# Work to complete
Examine the data below and state how many lines contain "George", offering no other words.

# The input
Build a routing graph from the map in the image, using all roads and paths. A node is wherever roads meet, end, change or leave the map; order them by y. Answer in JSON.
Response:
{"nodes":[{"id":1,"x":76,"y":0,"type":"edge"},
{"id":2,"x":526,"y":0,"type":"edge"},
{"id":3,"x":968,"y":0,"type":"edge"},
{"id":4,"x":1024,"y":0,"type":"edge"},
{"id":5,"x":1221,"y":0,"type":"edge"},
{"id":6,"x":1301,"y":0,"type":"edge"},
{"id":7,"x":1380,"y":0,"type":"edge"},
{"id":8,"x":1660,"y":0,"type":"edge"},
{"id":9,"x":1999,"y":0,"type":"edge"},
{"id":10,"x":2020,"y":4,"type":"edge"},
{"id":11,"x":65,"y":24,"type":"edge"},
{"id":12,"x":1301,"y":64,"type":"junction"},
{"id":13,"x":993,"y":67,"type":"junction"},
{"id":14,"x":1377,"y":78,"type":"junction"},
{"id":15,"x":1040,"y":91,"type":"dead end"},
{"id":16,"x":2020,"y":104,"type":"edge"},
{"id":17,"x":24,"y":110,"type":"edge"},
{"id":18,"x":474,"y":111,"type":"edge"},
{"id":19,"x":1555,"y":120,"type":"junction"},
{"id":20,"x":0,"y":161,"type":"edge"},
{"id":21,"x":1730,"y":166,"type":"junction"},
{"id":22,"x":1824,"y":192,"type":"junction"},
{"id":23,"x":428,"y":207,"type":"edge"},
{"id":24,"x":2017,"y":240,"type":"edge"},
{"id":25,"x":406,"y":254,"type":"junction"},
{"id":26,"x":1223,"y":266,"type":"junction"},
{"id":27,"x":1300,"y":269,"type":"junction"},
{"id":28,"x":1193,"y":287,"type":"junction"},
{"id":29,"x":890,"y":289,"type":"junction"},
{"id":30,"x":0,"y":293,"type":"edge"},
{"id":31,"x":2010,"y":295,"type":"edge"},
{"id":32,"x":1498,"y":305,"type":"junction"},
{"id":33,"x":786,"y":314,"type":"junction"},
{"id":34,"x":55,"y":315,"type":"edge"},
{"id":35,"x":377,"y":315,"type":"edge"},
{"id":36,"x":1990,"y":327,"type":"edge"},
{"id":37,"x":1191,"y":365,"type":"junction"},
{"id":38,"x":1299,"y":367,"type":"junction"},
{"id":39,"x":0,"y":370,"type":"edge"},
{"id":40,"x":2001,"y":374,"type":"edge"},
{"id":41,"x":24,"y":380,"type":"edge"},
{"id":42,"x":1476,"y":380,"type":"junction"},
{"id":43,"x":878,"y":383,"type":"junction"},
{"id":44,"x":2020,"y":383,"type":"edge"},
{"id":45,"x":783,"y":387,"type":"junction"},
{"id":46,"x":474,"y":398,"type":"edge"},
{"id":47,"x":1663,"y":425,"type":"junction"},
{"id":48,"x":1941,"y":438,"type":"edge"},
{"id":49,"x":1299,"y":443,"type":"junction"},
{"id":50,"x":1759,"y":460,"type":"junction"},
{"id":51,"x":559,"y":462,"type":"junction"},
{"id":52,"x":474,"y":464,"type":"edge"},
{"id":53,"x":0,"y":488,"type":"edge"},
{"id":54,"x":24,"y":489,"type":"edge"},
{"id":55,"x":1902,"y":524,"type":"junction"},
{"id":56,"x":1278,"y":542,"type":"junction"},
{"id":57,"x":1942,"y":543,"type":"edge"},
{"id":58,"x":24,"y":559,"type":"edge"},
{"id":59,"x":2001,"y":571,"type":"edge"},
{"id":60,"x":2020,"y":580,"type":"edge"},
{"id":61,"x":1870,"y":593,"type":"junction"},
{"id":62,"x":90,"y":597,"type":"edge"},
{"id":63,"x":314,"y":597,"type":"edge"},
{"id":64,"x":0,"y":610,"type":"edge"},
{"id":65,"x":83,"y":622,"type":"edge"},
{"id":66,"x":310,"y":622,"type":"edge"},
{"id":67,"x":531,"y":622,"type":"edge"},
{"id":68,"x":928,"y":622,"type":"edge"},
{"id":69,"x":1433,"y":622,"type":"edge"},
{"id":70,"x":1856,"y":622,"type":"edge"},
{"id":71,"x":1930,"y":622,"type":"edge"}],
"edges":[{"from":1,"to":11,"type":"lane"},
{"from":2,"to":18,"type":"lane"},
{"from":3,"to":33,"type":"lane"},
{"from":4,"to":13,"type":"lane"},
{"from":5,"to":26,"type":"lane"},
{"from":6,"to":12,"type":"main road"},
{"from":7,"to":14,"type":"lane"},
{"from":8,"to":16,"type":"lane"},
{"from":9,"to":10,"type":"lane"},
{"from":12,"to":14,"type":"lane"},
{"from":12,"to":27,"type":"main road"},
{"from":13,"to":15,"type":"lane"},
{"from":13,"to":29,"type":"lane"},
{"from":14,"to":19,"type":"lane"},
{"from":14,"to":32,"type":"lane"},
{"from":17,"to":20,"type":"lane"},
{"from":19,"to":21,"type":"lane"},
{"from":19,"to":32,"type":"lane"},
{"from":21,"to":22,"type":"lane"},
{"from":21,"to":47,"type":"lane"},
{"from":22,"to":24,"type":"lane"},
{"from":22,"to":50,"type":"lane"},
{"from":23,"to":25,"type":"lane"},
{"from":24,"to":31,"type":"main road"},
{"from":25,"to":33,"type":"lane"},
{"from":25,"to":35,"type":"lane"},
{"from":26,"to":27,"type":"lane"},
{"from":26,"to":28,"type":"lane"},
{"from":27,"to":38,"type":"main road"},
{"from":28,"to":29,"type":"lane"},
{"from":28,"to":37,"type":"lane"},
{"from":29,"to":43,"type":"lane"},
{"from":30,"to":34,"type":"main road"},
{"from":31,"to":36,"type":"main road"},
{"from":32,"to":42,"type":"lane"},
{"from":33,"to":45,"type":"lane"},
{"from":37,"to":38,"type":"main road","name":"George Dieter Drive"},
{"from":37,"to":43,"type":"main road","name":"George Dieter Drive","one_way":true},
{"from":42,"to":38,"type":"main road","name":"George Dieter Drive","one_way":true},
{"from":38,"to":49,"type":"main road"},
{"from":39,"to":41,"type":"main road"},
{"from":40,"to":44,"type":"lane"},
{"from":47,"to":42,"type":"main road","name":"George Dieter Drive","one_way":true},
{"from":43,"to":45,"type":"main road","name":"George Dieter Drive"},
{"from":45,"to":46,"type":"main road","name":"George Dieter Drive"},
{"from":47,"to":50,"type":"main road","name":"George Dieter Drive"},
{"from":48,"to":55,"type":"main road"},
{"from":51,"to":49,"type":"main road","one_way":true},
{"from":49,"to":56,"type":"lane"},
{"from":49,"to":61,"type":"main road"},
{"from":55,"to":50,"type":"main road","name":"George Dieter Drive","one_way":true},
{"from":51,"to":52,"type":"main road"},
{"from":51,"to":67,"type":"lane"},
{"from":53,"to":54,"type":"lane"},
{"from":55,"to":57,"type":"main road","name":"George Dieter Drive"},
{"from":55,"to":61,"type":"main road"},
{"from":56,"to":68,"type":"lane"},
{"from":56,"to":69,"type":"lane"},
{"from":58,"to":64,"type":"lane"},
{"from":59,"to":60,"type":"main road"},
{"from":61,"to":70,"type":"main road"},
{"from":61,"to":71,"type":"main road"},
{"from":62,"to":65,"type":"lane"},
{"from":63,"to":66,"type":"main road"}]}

# Result for this exercise
9